I wanted to read this before watching the show and now I’m not sure if I can go through the story again. There was a lot to love here: awkward reporter Camille Preaker gets sent back reluctantly to her creepy southern hometown to cover the murder of two young girls. I’ve heard it compared to season 1 of True Detective and I agree. It’s got the setting in the deep south, the bleak small town with secrets, and the troubled protagonist whom you suspect might be doomed either way.
I don’t want to give away too much because there were some good reveals that were part of the fun, but Camille must stay with her moneyed and quasi-estranged mother, milquetoast stepfather and their nightmare of a preteen daughter who has figured out how to appease her parents and be a vicious bully while their backs are turned. To get the story, Camille has to dive into her on childhood which involves her own history of self-mutilation and a sister who died suspiciously.

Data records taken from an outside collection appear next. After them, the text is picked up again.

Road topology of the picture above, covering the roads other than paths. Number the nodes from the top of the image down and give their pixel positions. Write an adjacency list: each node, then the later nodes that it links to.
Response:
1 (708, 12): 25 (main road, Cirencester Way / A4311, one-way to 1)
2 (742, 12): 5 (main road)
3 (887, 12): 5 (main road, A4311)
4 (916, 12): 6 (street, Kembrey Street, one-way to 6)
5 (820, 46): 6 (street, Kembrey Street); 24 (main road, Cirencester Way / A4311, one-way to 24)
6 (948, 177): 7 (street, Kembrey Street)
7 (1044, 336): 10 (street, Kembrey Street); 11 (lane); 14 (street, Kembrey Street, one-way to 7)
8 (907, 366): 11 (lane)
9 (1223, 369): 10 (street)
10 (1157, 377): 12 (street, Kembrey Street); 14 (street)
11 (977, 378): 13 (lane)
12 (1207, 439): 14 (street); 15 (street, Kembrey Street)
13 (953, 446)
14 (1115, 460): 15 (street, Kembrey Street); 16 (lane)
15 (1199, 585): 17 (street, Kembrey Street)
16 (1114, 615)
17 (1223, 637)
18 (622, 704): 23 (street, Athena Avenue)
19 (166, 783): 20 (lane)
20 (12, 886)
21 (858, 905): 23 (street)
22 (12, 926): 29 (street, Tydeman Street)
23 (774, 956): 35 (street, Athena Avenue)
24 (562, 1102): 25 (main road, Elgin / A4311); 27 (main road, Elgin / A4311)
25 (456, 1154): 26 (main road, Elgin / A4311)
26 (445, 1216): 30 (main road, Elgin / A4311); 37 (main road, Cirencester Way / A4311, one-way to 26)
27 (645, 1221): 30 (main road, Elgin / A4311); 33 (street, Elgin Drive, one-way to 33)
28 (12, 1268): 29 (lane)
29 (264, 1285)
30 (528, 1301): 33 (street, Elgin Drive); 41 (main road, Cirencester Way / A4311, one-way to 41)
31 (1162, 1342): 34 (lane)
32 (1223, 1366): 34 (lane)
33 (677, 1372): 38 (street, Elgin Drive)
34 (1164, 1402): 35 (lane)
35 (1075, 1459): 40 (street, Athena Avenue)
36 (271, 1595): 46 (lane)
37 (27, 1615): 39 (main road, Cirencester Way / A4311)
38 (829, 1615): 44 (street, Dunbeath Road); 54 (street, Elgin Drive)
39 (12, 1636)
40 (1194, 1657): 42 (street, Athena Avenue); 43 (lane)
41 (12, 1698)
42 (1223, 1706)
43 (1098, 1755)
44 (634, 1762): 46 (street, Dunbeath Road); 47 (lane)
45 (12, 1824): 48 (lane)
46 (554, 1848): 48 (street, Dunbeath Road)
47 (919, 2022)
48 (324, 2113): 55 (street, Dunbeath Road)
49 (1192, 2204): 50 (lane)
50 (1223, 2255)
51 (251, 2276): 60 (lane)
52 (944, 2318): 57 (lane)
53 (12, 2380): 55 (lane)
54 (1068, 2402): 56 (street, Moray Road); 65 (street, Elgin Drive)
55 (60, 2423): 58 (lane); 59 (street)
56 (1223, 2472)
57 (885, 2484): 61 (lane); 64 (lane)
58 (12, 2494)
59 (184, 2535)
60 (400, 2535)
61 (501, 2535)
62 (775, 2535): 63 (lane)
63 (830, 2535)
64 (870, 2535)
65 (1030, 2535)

I loved the slow burn of “Sharp Objects”. You gradually realize how deeply effed-up the Preaker family is as the story is unreliably narrated through the haze of Camille’s drinking and slowly realizing these things herself. While part of me dreaded the next plot point, I also could not stop and housed this book in a day or so. It’s a fun and surprising thriller, but the darkness doesn’t let up. Maybe have some cartoons handy to chase the bleakness away after?